(Exercise goal):
Would you filter these records and copy every line that has the word "roads"?

=======

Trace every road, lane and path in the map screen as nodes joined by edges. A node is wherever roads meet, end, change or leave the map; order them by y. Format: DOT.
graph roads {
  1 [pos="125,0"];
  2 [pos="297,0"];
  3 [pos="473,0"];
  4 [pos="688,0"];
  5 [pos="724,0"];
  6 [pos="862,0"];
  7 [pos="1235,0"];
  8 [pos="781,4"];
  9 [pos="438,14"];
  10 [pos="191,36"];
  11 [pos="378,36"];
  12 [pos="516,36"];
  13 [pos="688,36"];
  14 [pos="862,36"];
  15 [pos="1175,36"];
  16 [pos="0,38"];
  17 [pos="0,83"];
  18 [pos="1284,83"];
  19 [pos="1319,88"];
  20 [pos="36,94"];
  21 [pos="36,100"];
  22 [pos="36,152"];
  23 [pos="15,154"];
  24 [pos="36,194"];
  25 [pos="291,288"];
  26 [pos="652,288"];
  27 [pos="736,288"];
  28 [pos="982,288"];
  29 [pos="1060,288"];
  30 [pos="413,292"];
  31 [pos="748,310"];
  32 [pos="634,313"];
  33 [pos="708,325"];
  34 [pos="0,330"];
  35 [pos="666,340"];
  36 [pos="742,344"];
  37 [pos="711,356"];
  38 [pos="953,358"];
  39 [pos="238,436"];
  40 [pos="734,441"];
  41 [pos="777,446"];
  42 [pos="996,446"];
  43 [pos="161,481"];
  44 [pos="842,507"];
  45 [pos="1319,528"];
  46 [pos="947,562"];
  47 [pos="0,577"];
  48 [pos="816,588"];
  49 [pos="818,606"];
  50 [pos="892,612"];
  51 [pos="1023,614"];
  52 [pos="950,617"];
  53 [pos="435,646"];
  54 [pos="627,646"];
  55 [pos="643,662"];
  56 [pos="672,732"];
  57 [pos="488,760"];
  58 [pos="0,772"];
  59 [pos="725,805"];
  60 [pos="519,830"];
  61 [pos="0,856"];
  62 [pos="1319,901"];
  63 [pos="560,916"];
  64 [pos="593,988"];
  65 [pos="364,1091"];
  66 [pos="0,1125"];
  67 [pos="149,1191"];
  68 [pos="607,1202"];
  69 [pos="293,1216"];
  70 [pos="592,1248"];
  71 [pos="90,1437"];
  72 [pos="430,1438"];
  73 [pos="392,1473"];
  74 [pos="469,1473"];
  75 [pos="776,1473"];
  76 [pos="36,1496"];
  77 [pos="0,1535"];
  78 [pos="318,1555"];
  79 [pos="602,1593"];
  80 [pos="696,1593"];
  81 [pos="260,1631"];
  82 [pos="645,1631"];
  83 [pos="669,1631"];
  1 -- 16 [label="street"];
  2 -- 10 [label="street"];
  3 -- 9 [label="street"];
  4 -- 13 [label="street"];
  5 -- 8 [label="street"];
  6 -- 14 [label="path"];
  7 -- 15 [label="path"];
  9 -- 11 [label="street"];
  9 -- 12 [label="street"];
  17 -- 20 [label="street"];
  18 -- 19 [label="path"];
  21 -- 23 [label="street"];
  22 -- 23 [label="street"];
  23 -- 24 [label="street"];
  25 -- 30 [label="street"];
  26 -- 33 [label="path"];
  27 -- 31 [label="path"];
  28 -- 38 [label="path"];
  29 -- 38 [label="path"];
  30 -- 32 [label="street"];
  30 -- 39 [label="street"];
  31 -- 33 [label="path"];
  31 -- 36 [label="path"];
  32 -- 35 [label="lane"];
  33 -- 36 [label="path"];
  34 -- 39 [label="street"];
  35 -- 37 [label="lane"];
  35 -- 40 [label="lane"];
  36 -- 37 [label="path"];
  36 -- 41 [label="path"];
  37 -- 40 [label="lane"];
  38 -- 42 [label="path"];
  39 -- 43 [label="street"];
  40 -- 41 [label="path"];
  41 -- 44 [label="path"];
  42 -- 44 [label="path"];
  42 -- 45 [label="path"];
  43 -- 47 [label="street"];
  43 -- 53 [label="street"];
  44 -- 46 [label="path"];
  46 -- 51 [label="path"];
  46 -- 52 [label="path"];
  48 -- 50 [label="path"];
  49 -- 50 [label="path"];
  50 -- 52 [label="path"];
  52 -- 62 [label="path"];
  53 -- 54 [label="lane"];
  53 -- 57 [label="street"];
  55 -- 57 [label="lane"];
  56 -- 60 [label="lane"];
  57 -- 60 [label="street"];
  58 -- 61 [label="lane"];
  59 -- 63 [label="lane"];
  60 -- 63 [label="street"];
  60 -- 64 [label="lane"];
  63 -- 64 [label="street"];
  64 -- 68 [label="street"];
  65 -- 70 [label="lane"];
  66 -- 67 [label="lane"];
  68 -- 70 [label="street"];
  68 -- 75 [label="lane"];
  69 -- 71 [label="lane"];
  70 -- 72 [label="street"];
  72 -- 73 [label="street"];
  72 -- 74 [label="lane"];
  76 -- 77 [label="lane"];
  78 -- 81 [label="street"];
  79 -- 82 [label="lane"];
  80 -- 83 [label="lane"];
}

=======

(Result of this task):
Trace every road, lane and path in the map screen as nodes joined by edges. A node is wherever roads meet, end, change or leave the map; order them by y. Format: DOT.
graph roads {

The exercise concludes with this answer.